#### [PROBLEM TO WORK ON]
Identify all lines in the data containing the string "above". Copy them out.

#### [LISTED ENTRIES]
★ ★ ★ ★
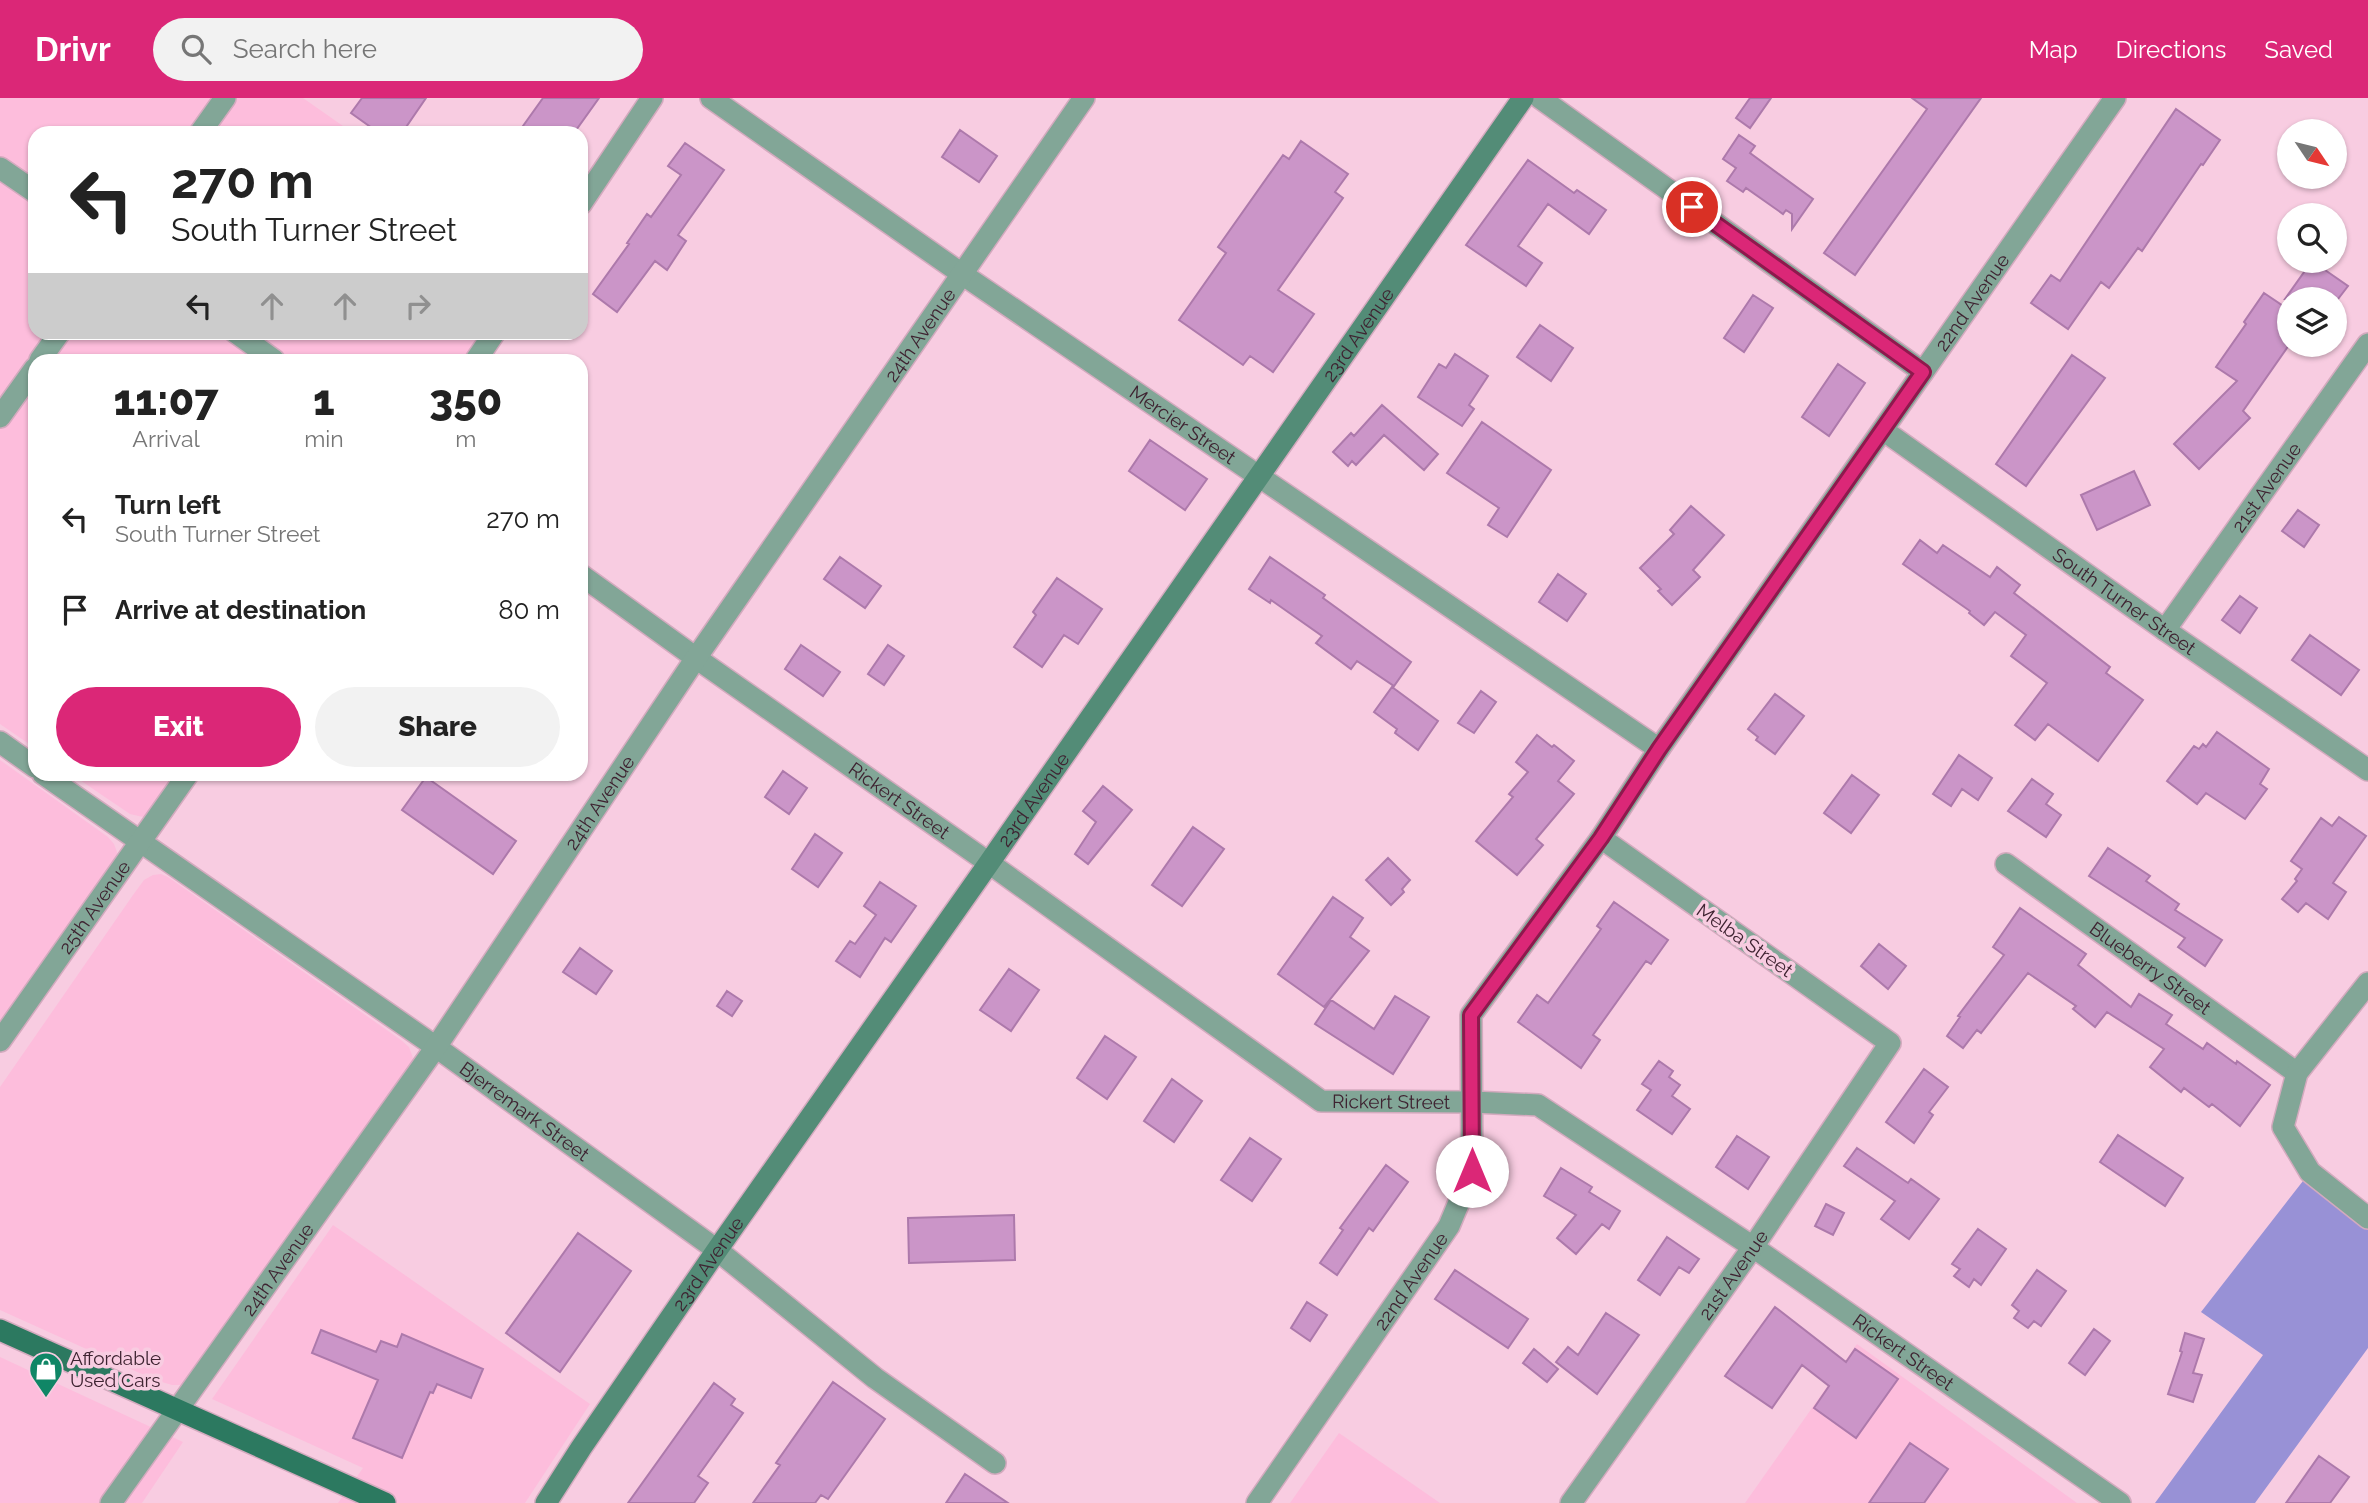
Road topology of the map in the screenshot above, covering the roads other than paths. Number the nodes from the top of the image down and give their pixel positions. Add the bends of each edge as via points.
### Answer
★ ★ ★ ★
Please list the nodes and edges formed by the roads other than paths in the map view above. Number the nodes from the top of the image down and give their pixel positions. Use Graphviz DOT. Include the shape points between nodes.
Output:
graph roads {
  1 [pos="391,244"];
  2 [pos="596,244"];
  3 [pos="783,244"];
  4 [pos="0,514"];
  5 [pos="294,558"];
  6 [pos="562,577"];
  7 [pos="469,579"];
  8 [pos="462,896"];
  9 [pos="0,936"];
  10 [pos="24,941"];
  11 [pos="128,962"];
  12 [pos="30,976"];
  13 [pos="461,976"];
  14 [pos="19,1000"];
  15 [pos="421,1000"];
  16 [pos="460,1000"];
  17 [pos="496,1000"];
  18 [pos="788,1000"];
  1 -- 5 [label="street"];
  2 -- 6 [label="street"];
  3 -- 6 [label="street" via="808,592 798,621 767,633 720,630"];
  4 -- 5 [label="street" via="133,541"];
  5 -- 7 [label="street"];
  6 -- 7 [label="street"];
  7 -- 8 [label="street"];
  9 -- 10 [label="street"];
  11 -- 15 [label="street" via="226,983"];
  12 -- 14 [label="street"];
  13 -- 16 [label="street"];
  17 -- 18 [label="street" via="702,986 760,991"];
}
★ ★ ★ ★
#### [SOLUTION TO THIS EXERCISE]
Road topology of the map in the screenshot above, covering the roads other than paths. Number the nodes from the top of the image down and give their pixel positions. Add the bends of each edge as via points.
Please list the nodes and edges formed by the roads other than paths in the map view above. Number the nodes from the top of the image down and give their pixel positions. Use Graphviz DOT. Include the shape points between nodes.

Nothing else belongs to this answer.